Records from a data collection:
════════════════

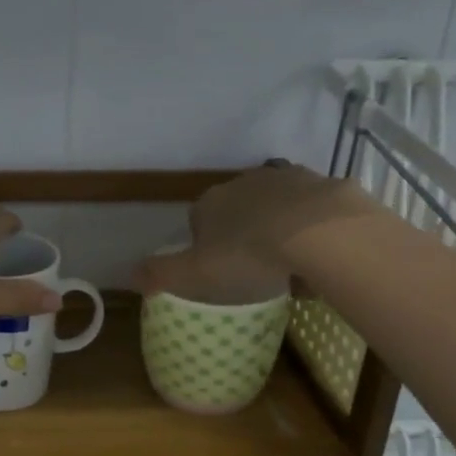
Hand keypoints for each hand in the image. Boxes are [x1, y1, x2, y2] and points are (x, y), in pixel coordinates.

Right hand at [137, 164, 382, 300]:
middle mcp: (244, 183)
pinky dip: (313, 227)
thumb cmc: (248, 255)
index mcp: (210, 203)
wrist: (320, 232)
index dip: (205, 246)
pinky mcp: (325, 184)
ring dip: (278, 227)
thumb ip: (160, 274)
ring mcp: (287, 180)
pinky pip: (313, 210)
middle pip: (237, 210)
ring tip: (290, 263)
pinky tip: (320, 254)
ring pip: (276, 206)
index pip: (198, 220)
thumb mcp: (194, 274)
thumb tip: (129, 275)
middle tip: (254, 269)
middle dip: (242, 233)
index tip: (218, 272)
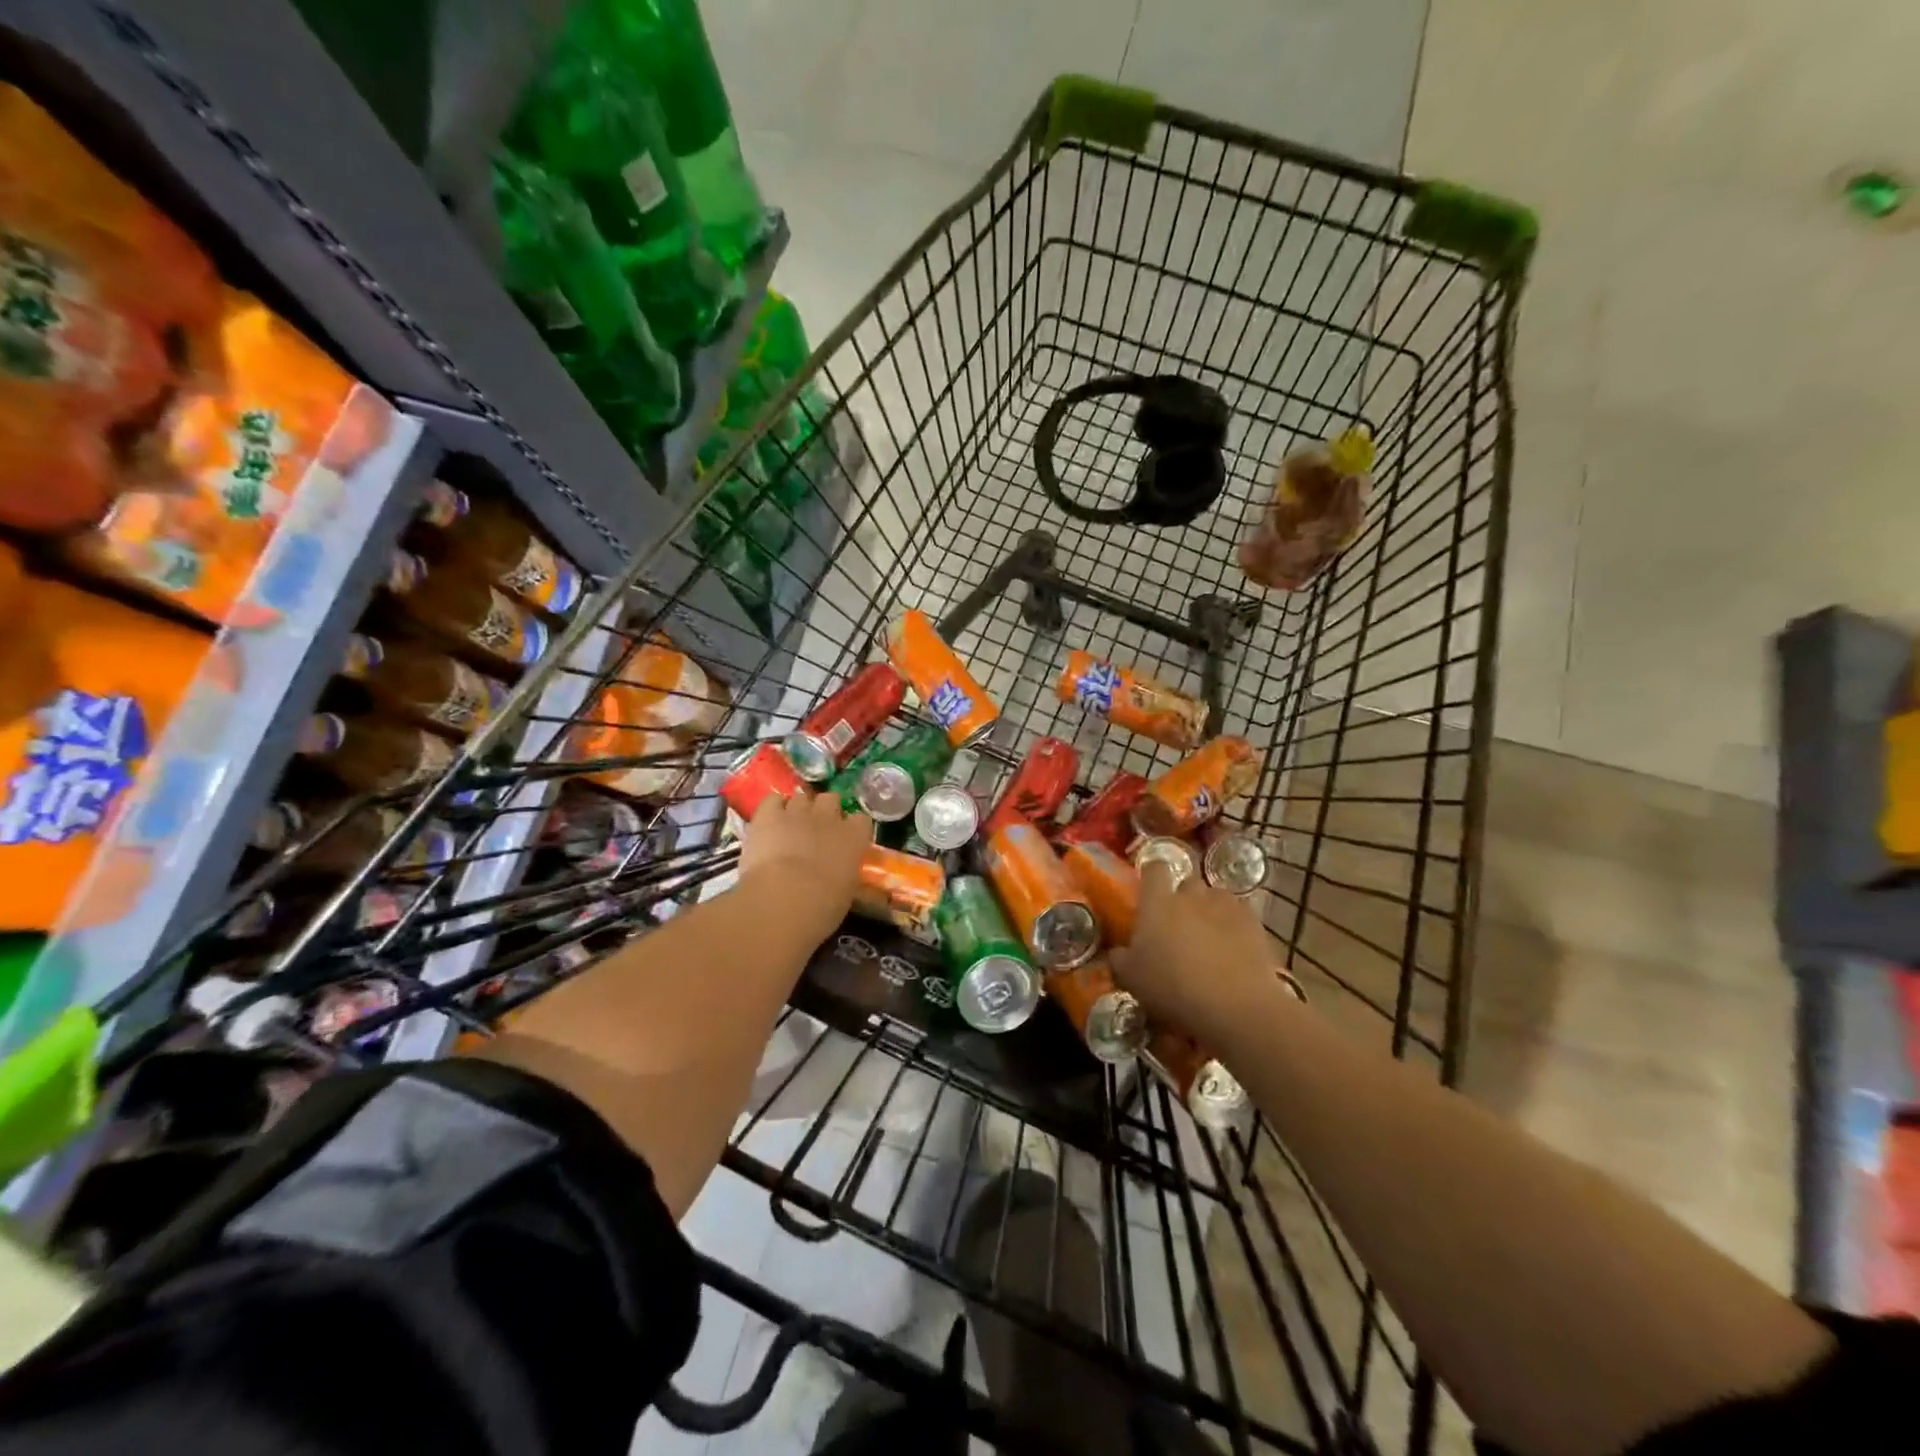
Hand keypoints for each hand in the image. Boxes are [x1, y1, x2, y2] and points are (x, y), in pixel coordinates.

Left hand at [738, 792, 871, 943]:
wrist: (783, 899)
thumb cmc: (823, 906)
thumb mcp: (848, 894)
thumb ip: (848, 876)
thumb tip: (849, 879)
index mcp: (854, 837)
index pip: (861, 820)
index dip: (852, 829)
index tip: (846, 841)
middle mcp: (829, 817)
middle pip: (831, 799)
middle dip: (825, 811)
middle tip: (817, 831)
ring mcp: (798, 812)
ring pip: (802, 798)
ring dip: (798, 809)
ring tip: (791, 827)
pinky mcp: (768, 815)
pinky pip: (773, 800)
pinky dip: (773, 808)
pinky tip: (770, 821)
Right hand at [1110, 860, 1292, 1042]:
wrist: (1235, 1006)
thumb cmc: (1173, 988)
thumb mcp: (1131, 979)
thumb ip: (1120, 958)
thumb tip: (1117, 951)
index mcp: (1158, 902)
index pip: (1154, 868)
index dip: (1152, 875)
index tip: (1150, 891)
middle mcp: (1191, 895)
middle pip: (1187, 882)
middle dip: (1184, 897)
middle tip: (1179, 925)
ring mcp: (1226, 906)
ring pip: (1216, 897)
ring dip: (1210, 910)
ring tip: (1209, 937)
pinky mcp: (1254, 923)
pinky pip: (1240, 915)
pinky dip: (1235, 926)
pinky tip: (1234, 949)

════════════════

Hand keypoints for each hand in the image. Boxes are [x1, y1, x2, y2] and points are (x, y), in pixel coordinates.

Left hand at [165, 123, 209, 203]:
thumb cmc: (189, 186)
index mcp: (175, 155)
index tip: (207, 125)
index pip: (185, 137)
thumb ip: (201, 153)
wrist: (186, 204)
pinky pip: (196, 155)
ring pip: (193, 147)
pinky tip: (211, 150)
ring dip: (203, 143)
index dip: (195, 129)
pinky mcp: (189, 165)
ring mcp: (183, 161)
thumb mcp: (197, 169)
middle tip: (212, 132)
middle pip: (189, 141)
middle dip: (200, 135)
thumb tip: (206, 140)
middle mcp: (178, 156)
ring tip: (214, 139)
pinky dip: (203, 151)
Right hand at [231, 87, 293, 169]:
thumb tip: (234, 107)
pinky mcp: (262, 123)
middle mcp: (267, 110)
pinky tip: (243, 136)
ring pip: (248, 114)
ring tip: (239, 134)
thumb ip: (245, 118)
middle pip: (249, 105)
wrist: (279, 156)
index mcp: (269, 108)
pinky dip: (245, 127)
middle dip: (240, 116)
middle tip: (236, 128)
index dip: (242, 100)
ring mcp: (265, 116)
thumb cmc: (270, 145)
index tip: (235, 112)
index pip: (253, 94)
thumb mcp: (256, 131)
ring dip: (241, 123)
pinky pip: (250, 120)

════════════════

In the records above, the line with "ring mcp: (798, 812)" marks the start and the line with "pinky tip: (1234, 949)" marks the end; copy that stretch exactly, both lines included, and nothing else.

[Written answer]:
ring mcp: (798, 812)
ring pip: (802, 798)
ring dip: (798, 809)
ring tip: (791, 827)
pinky mcp: (768, 815)
pinky pip: (773, 800)
pinky dip: (773, 808)
pinky tip: (770, 821)
Right hand at [1110, 860, 1292, 1042]:
wrist: (1235, 1006)
thumb cmc: (1173, 988)
thumb mcp: (1131, 979)
thumb ip: (1120, 958)
thumb tip: (1117, 951)
index mcp: (1158, 902)
index pip: (1154, 868)
index dip: (1152, 875)
index tip: (1150, 891)
middle mcp: (1191, 895)
middle pip: (1187, 882)
middle dip: (1184, 897)
middle tip: (1179, 925)
ring mcp: (1226, 906)
ring pip: (1216, 897)
ring dip: (1210, 910)
ring tip: (1209, 937)
pinky mcp: (1254, 923)
pinky pip: (1240, 915)
pinky dip: (1235, 926)
pinky tip: (1234, 949)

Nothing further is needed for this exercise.